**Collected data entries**
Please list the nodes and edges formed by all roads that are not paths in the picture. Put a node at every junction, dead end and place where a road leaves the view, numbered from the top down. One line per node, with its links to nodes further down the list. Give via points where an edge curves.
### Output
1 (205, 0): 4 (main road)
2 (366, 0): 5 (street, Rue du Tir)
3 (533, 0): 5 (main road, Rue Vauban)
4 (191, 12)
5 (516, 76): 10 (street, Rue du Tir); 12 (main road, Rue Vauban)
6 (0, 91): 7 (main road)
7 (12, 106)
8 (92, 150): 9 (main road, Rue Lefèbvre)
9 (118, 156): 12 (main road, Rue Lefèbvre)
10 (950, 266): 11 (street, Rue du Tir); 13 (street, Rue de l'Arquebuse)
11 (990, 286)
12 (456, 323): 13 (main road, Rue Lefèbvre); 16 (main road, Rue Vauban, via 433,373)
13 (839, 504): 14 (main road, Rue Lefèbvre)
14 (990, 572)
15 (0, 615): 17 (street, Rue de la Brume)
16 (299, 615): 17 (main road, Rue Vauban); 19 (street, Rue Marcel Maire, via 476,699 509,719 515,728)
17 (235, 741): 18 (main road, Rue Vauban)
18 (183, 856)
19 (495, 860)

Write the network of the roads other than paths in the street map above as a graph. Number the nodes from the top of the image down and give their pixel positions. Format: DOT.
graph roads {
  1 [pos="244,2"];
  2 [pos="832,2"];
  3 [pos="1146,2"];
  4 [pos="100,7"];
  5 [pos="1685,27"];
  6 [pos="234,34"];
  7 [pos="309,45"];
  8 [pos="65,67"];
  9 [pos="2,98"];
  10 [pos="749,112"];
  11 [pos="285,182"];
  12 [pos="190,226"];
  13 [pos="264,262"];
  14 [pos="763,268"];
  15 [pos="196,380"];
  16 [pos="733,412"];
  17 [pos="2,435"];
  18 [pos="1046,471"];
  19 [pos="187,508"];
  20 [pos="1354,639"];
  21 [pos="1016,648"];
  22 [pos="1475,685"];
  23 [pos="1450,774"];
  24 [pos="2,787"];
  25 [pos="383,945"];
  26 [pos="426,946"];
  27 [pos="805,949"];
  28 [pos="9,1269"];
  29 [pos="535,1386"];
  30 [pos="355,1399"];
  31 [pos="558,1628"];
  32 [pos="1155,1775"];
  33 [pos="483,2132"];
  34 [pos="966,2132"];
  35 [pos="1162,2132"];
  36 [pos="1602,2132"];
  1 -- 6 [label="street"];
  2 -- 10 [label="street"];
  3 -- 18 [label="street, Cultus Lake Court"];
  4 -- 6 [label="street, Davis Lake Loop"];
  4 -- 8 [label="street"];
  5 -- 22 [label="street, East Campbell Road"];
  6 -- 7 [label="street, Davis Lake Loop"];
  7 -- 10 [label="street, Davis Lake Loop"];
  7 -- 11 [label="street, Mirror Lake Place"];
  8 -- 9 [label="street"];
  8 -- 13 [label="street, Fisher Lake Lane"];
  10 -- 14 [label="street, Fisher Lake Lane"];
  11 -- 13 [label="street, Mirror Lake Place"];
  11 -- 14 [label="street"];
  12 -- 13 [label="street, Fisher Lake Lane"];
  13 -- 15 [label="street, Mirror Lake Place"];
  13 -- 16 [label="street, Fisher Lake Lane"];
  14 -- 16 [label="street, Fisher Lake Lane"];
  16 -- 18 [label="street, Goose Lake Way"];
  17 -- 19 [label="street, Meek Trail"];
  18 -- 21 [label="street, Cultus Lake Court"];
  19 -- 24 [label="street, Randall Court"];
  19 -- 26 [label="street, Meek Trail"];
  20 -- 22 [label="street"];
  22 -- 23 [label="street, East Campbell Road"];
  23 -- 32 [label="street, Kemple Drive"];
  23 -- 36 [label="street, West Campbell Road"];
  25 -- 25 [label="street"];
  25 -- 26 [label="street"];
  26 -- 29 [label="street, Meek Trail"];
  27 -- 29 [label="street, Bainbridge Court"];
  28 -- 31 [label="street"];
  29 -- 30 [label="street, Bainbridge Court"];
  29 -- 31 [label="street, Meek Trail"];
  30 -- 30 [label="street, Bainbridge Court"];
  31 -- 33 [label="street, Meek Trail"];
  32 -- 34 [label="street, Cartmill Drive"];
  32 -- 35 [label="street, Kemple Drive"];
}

**What you will do**
State the number of lines above that include "nodes", and nothing further.

**Task result**
2